**Task goal**
Among the records below, find each line bearing the word "dead" and copy it.

(Records from a dataset)
────────────────

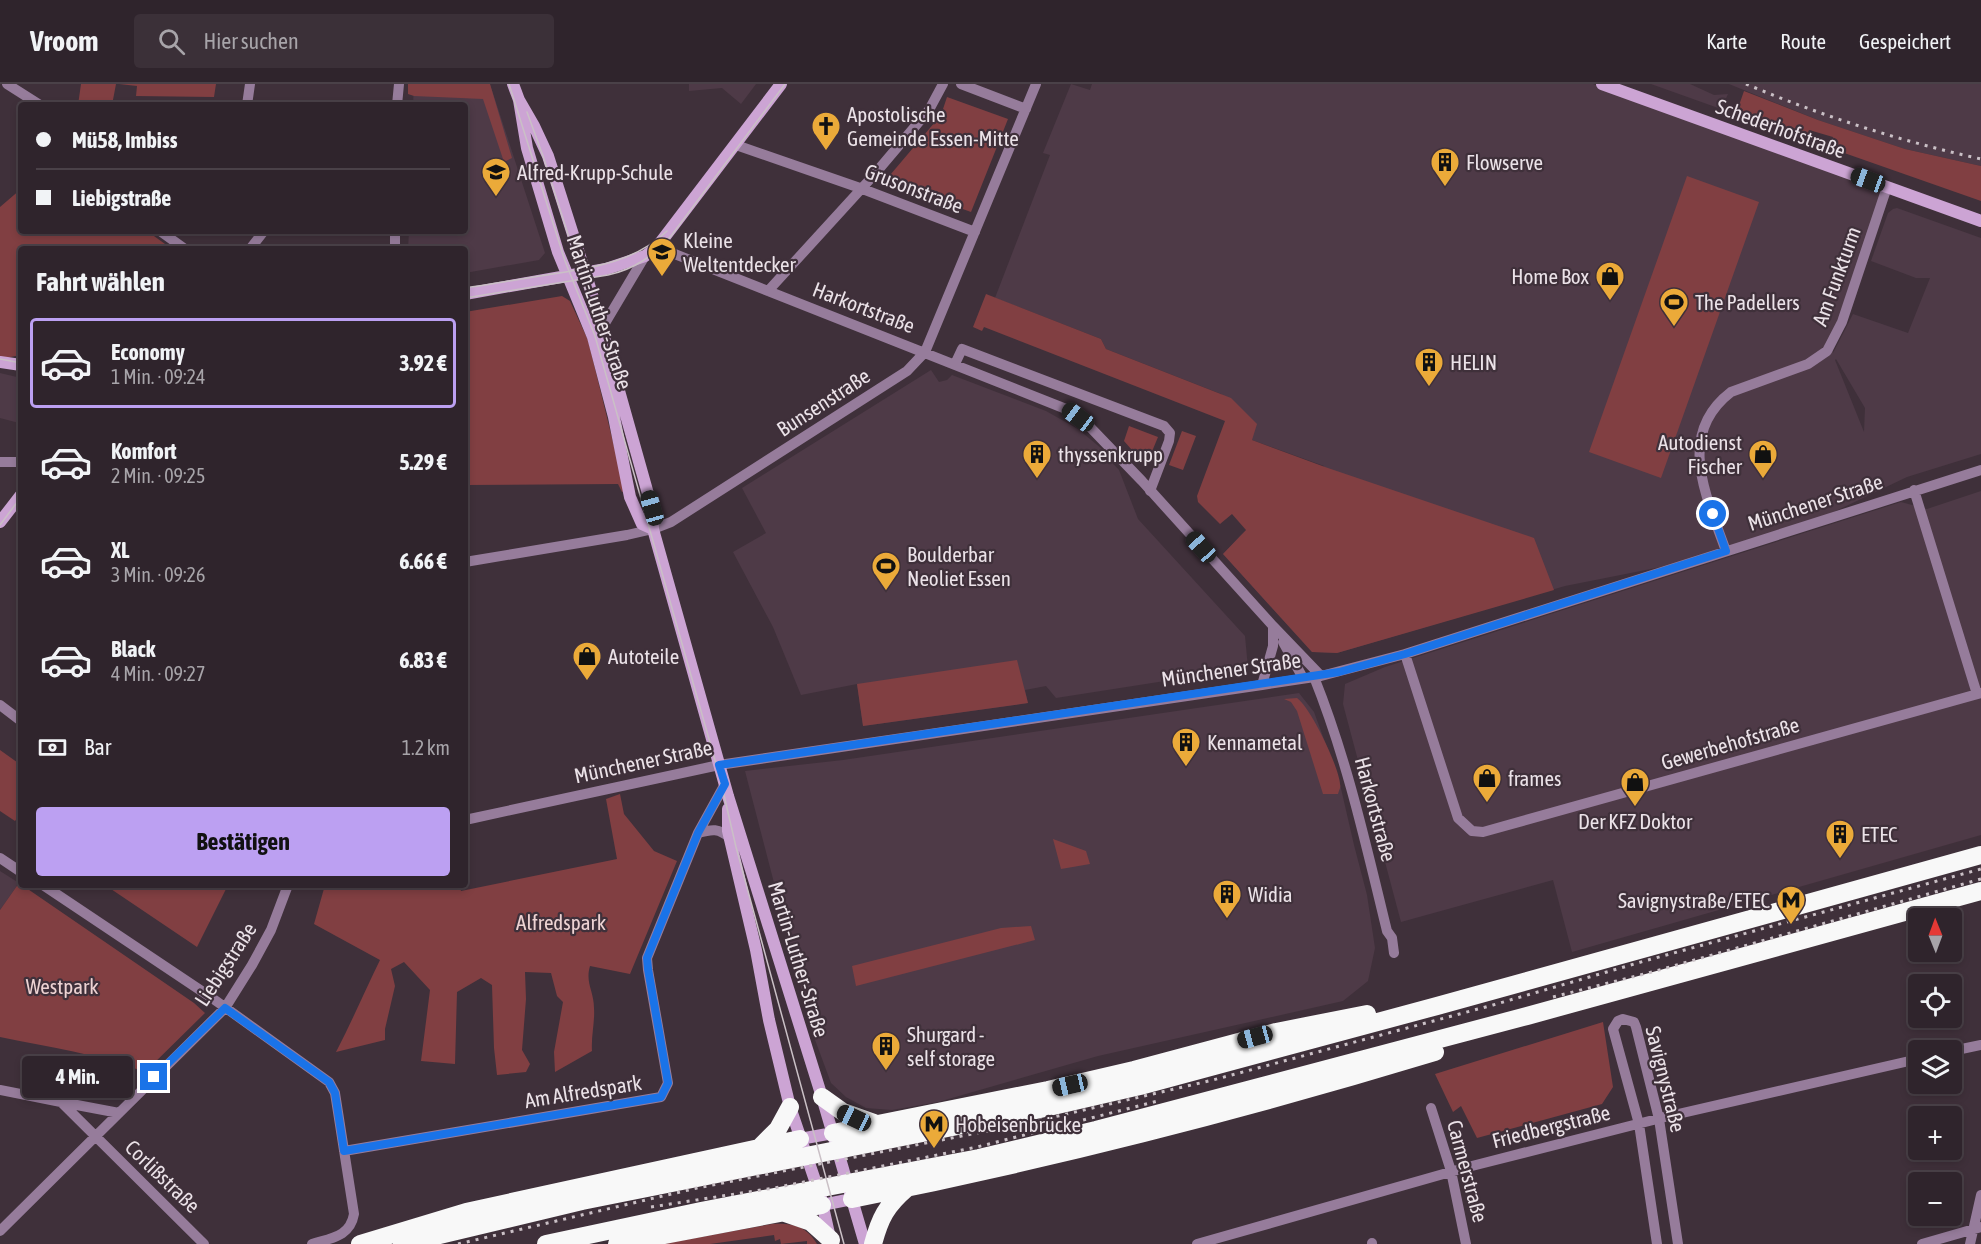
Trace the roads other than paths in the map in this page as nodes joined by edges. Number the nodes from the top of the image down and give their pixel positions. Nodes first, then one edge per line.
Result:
1 (7, 84) edge
2 (250, 84) edge
3 (399, 84) edge
4 (513, 84) edge
5 (781, 84) edge
6 (943, 84) edge
7 (961, 84) edge
8 (1036, 84) edge
9 (1602, 84) edge
10 (519, 100) junction
11 (35, 102) edge
12 (247, 102) edge
13 (397, 102) edge
14 (1026, 109) junction
15 (736, 145) junction
16 (1887, 187) junction
17 (860, 188) junction
18 (1981, 221) edge
19 (975, 232) junction
20 (164, 234) edge
21 (262, 234) edge
22 (181, 246) edge
23 (252, 246) edge
24 (657, 247) junction
25 (645, 256) junction
26 (584, 273) junction
27 (567, 276) junction
28 (768, 291) junction
29 (468, 293) edge
30 (601, 330) junction
31 (925, 352) junction
32 (0, 362) edge
33 (955, 364) junction
34 (18, 365) edge
35 (0, 462) edge
36 (18, 462) edge
37 (1981, 470) edge
38 (1914, 490) junction
39 (1150, 491) junction
40 (18, 499) edge
41 (0, 522) edge
42 (653, 529) junction
43 (1726, 551) junction
44 (468, 561) edge
45 (1273, 626) junction
46 (1405, 654) junction
47 (1313, 677) junction
48 (1262, 685) junction
49 (1979, 693) edge
50 (0, 705) edge
51 (18, 720) edge
52 (719, 765) junction
53 (726, 790) junction
54 (468, 819) edge
55 (698, 833) junction
56 (730, 838) junction
57 (1981, 854) edge
58 (0, 858) edge
59 (18, 870) edge
60 (47, 888) edge
61 (287, 888) edge
62 (1981, 891) edge
63 (1394, 952) dead end
64 (1437, 1006) junction
65 (225, 1008) junction
66 (1527, 1016) junction
67 (1981, 1045) edge
68 (1962, 1049) edge
69 (1908, 1061) edge
70 (0, 1090) edge
71 (822, 1097) junction
72 (61, 1102) junction
73 (790, 1107) junction
74 (1431, 1108) dead end
75 (118, 1113) junction
76 (1659, 1119) junction
77 (1639, 1124) junction
78 (879, 1125) junction
79 (94, 1136) junction
80 (833, 1136) junction
81 (801, 1142) junction
82 (760, 1148) junction
83 (344, 1151) junction
84 (1451, 1171) junction
85 (908, 1187) junction
86 (1981, 1195) edge
87 (851, 1196) junction
88 (821, 1202) junction
89 (783, 1212) junction
90 (1978, 1227) edge
91 (0, 1231) edge
92 (831, 1242) edge
93 (204, 1244) edge
94 (312, 1244) edge
95 (360, 1244) edge
96 (402, 1244) edge
97 (546, 1244) edge
98 (617, 1244) edge
99 (865, 1244) edge
100 (873, 1244) edge
101 (1197, 1244) edge
102 (1466, 1244) edge
103 (1657, 1244) edge
104 (1678, 1244) edge
105 (1922, 1244) edge
106 (1970, 1244) edge

1 - 11 street
2 - 12 street
3 - 13 street
4 - 10 main road, Martin-Luther-Straße
5 - 15 main road
6 - 17 street
7 - 14 street
8 - 14 street, Bunsenstraße
9 - 16 main road, Schederhofstraße
10 - 26 main road, Martin-Luther-Straße
10 - 27 main road, Martin-Luther-Straße
14 - 19 street, Bunsenstraße
15 - 17 street, Grusonstraße
15 - 24 main road
16 - 18 main road, Schederhofstraße
16 - 43 street, Am Funkturm
17 - 19 street, Grusonstraße
17 - 28 street
19 - 31 street, Bunsenstraße
20 - 22 street
21 - 23 street
24 - 25 main road
24 - 28 street, Harkortstraße
25 - 26 main road
25 - 30 street
26 - 27 main road
26 - 30 main road, Martin-Luther-Straße
27 - 29 main road
27 - 42 main road, Martin-Luther-Straße
28 - 31 street, Harkortstraße
30 - 42 main road, Martin-Luther-Straße
31 - 33 street, Harkortstraße
31 - 42 street, Bunsenstraße
32 - 34 main road
33 - 39 street, Harkortstraße
33 - 39 street
35 - 36 street
37 - 38 street, Münchener Straße
38 - 43 street, Münchener Straße
38 - 49 street, Gewerbehofstraße
39 - 45 street, Harkortstraße
40 - 41 main road
42 - 44 street, Bunsenstraße
42 - 52 main road, Martin-Luther-Straße
43 - 46 street, Münchener Straße
45 - 47 street, Harkortstraße
45 - 47 street, Harkortstraße
45 - 48 street
46 - 47 street, Münchener Straße
46 - 49 street, Gewerbehofstraße
47 - 48 street, Münchener Straße
47 - 63 street, Harkortstraße
48 - 52 street, Münchener Straße
50 - 51 street
52 - 53 main road, Martin-Luther-Straße
52 - 54 street, Münchener Straße
53 - 55 street, Am Alfredspark
53 - 56 main road, Martin-Luther-Straße
53 - 71 main road, Martin-Luther-Straße
55 - 56 street
55 - 83 street, Am Alfredspark
56 - 73 main road, Martin-Luther-Straße
57 - 64 highway
58 - 59 street
60 - 65 street
61 - 65 street, Liebigstraße
62 - 66 highway
64 - 78 highway
64 - 96 highway
65 - 75 street, Liebigstraße
65 - 83 street
66 - 85 highway
66 - 97 highway
67 - 68 street
69 - 76 street, Friedbergstraße
70 - 72 street
71 - 78 highway
71 - 80 main road, Martin-Luther-Straße
72 - 75 street
72 - 79 street, Corlißstraße
73 - 81 main road, Martin-Luther-Straße
73 - 82 highway
74 - 84 street, Carmerstraße
75 - 79 street, Liebigstraße
76 - 77 street, Friedbergstraße
76 - 77 street, Savignystraße
76 - 104 street, Savignystraße
77 - 84 street, Friedbergstraße
77 - 103 street, Savignystraße
78 - 80 highway
79 - 91 street, Liebigstraße
79 - 93 street, Corlißstraße
80 - 81 main road
80 - 87 main road, Martin-Luther-Straße
81 - 82 highway
81 - 88 main road, Martin-Luther-Straße
82 - 95 highway
83 - 94 street
84 - 101 street, Friedbergstraße
84 - 102 street, Carmerstraße
85 - 87 highway
85 - 100 highway
86 - 90 street
87 - 88 main road
87 - 99 main road, Martin-Luther-Straße
88 - 89 highway
88 - 92 main road, Martin-Luther-Straße
89 - 92 highway
89 - 98 highway
90 - 105 street
90 - 106 street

────────────────

**Expected output**
63 (1394, 952) dead end
74 (1431, 1108) dead end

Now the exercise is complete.